In comparison, the Rolling Stones, who do allow their music on iTunes, sold the least number of albums compared to their contemporaries.
The Rolling Stones have sold six-million tracks on iTunes to date, but the revenue generated from those sales is just a fraction of the money made from the 2.7 million albums AC/DC sold last year in the USA.
Kid Rock has refused to allow his latest album `Rock n Roll Jesus` to be sold on iTunes. The result, the album has sold more than 2 million copies in America making it one of the Top 3 selling albums of the year.

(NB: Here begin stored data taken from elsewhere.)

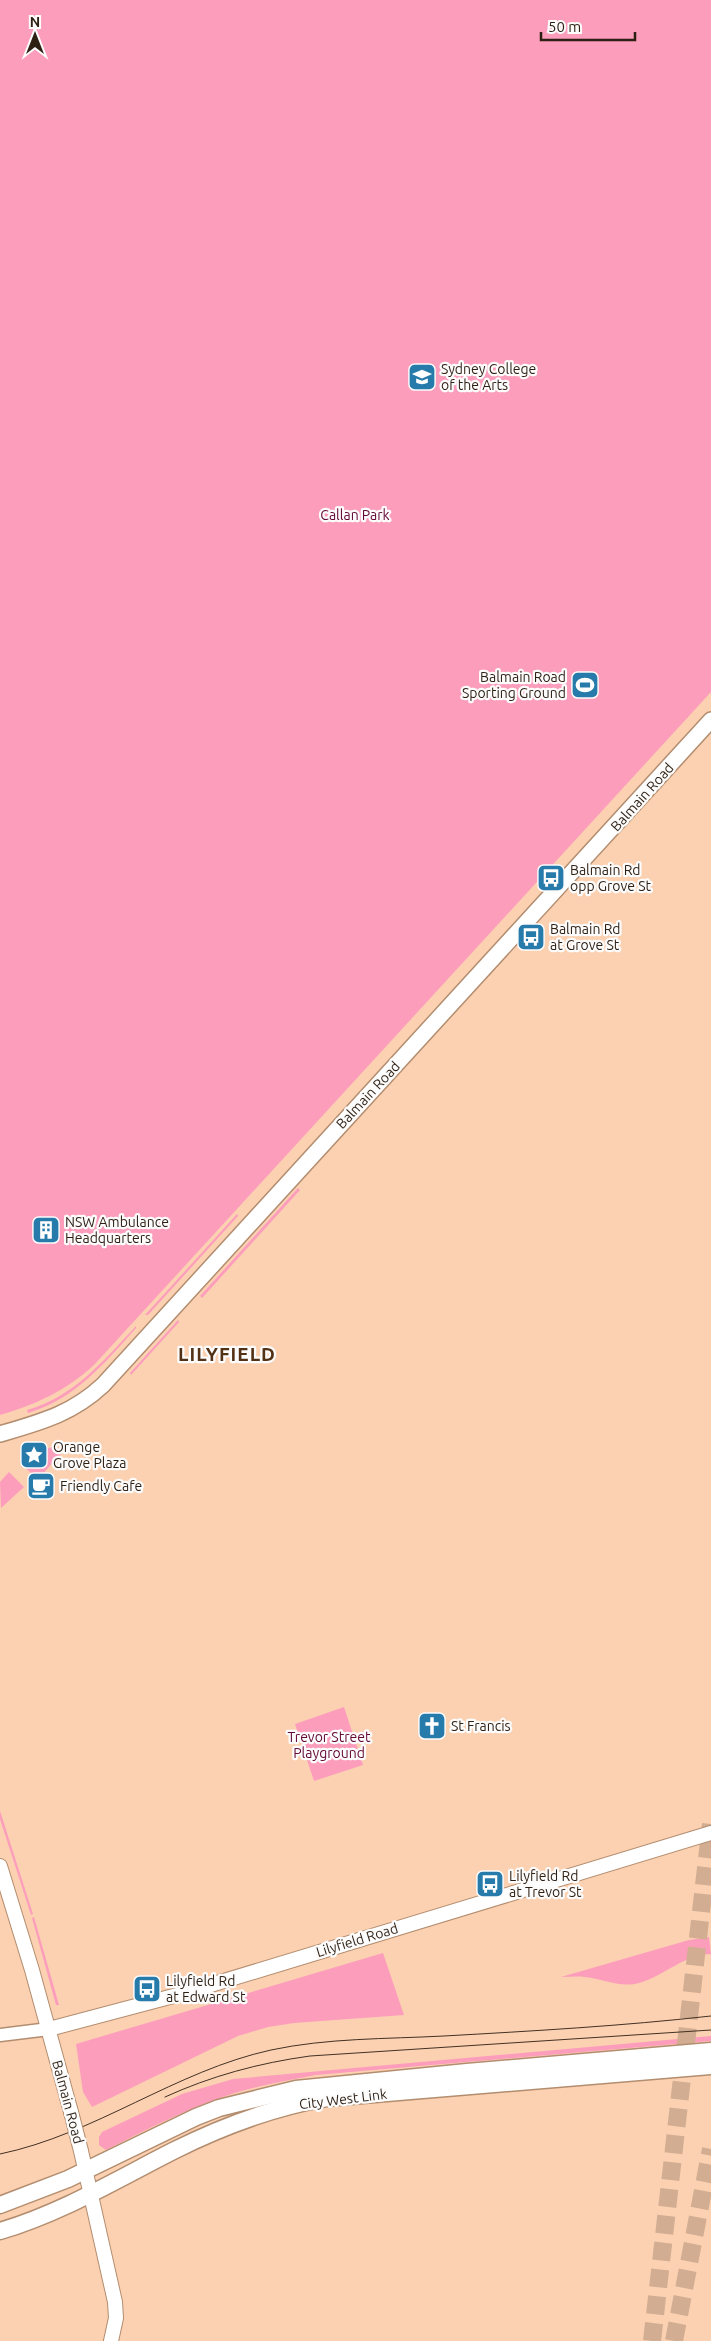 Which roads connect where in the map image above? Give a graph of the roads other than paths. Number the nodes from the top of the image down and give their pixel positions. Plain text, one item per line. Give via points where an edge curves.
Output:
1 (711, 720) edge
2 (0, 1434) edge
3 (711, 1833) edge
4 (0, 1866) edge
5 (49, 2029) junction
6 (0, 2035) edge
7 (711, 2051) edge
8 (711, 2066) edge
9 (86, 2170) junction
10 (92, 2194) junction
11 (0, 2205) edge
12 (0, 2231) edge
13 (111, 2341) edge

1 - 2 main road, Balmain Road via 103,1385 65,1413
3 - 5 main road, Lilyfield Road via 180,1994
4 - 5 main road, Balmain Road
5 - 6 street, Lilyfield Road
5 - 9 main road, Balmain Road, bridge
7 - 9 highway, City West Link via 296,2089 219,2108
8 - 10 highway, City West Link via 303,2102 175,2150
9 - 10 main road, Balmain Road
9 - 11 highway, City West Link
10 - 12 highway, City West Link
10 - 13 main road, Balmain Road via 116,2302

The reason iTunes is not working for the music industry is because iTunes dictates to the music industry. iTunes tells artists that there is no such thing as an album, that it is a collection of individual songs and then sells the songs that way.
That doesn`t work for a lot of artists. Sometimes, a song will only make sense in context of a complete album.
AC/DC have never allowed their record label to release a greatest hits record for the same reason. They want fans to hear the songs in context.
The Beatles issue is more to do with the royalty breakdown from iTunes. It is not a model that works for artists. It is ridiculous that a song should cost almost the same digitally as it does for the physical disc.
Artists using iTunes are expected to wear almost the same royalty breakdown as they get for the physical disc as well, yet there is no breakage, no manufacturing and no distribution costs.
The music industry is slowly waking up to the fact that iTunes has never been about selling music, it has only ever been about selling iPods.
Estelle`s withdrawal from iTunes may very well be the tip of the iceberg for artists getting out.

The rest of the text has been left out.